Posteriormente, una sala de decisión del Consejo de Estado profirió la sentencia unificadora SU del 10 de junio del 2021 mediante la cuál, de manera arbitraria e injusta, deja sin efectos la sentencia de segunda instancia de la acción de grupo del año 2009. Esta anula las pruebas de valoración, anula los censos, criminaliza al apoderado, excluye del proceso a miles de víctimas y rebaja las valoraciones contenidas en los peritajes. Esto generó que personas pertenecientes a grupos violentos al margen de la ley pretendieran que se les incluya en el grupo de víctimas mediante amenazas y actos violentos en contra de los líderes y del apoderado del caso.

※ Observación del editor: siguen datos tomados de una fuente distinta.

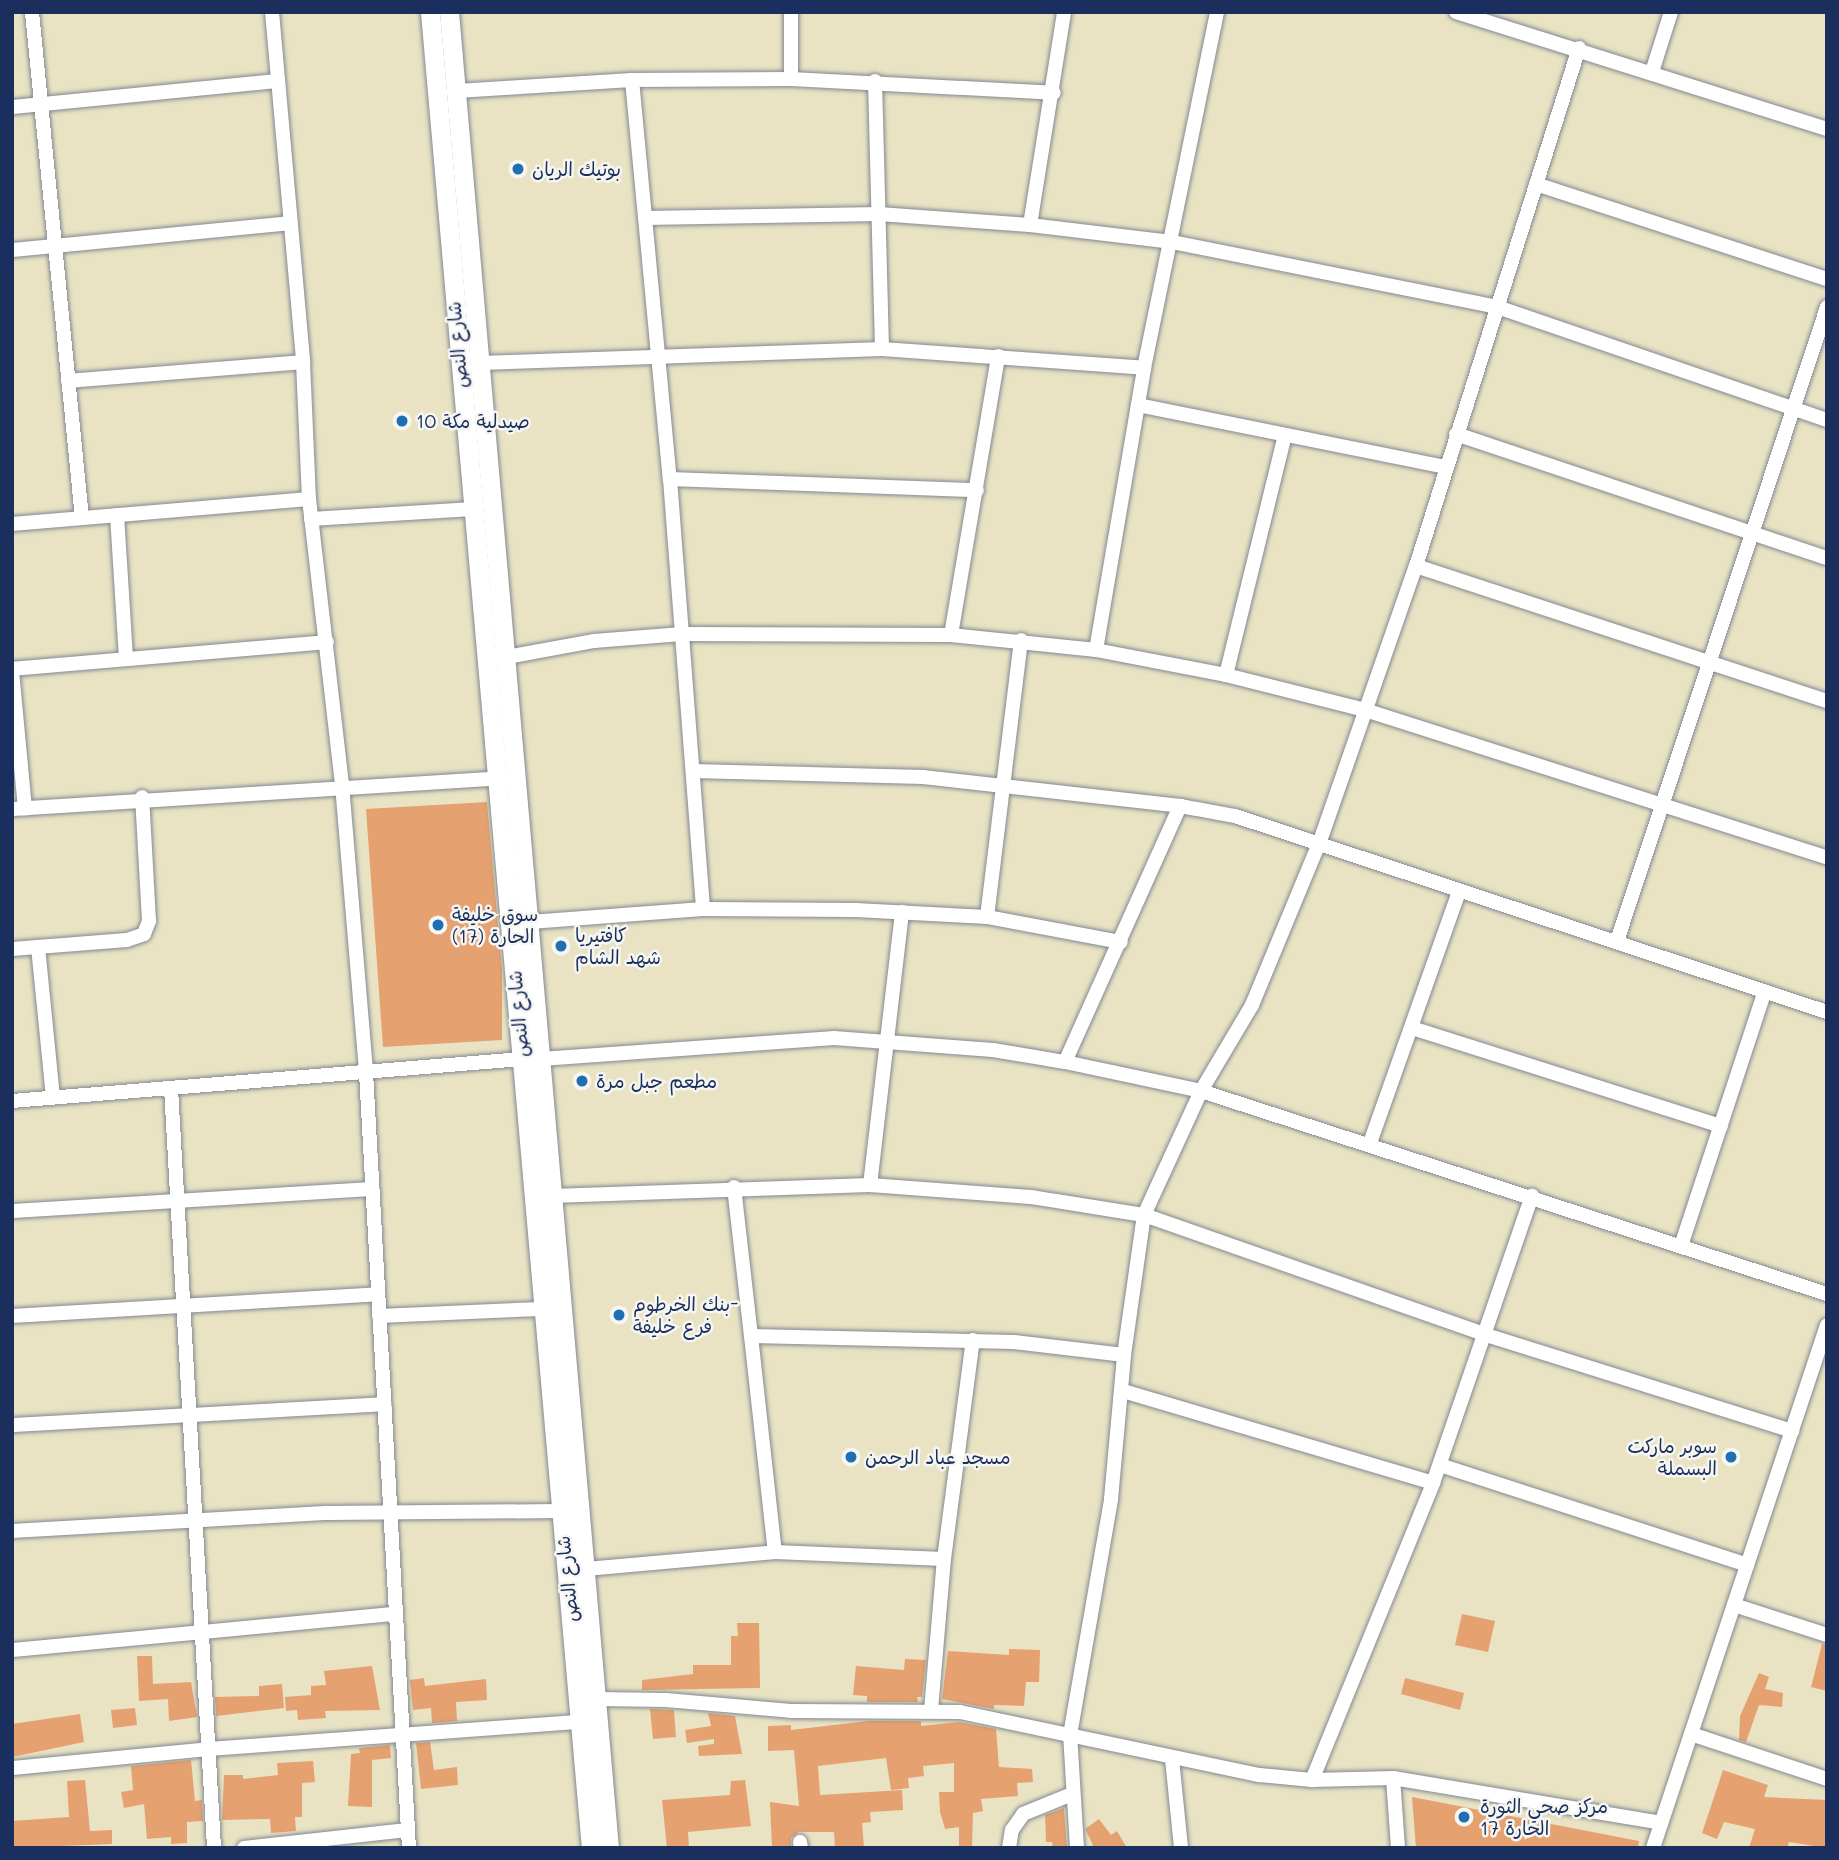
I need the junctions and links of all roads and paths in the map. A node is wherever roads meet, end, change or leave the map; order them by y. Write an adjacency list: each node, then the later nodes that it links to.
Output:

En la actualidad, la sala plena de la Corte Constitucional ha decidido asumir la competencia en sede de revisión de tutela (T-8197319 Magistrado Ponente: Antonio José Lizarazo Ocampo) para efectos de estudiar la solicitud con varios motivos: para que se declare el río Anchicayá y sus afluentes como sujetos de Derechos; para que se prevengan los riesgos de colapso de la represa; para que se deje sin efectos la SU del 10 de junio del 2021; para que asuma el trámite de fondo del mecanismo de revisión eventual de la acción de grupo y para que ordene el inmediato cumplimiento de la sentencia de segunda instancia de la acción de grupo del 7 de septiembre del año 2009, entre otros aspectos relevantes.

Este mensaje constituye una alerta temprana debido a que, hoy en día, la amenaza persiste debido a que la represa se encuentra una vez más colmatada de lodos podridos lo que puede conllevar, a la repetición de la tragedia, 21 años después.

En razón a lo anterior, me permito poner en copia a la Honorable Comisión Interamericana de Derechos Humanos con la finalidad de aportar al proceso un pronunciamiento de fondo que responda a las urgentes situaciones de orden público y de salud pública que viven las comunidades de las riberas del Río Anchicayá, referente al caso 13.166- Anchicayá Vs Colombia, y en este sentido se presenten las correspondientes recomendaciones al Estado colombiano para lograr estándares de verdad, justicia, reparación y garantías de no repetición.

Agradezco su atención y pronta respuesta.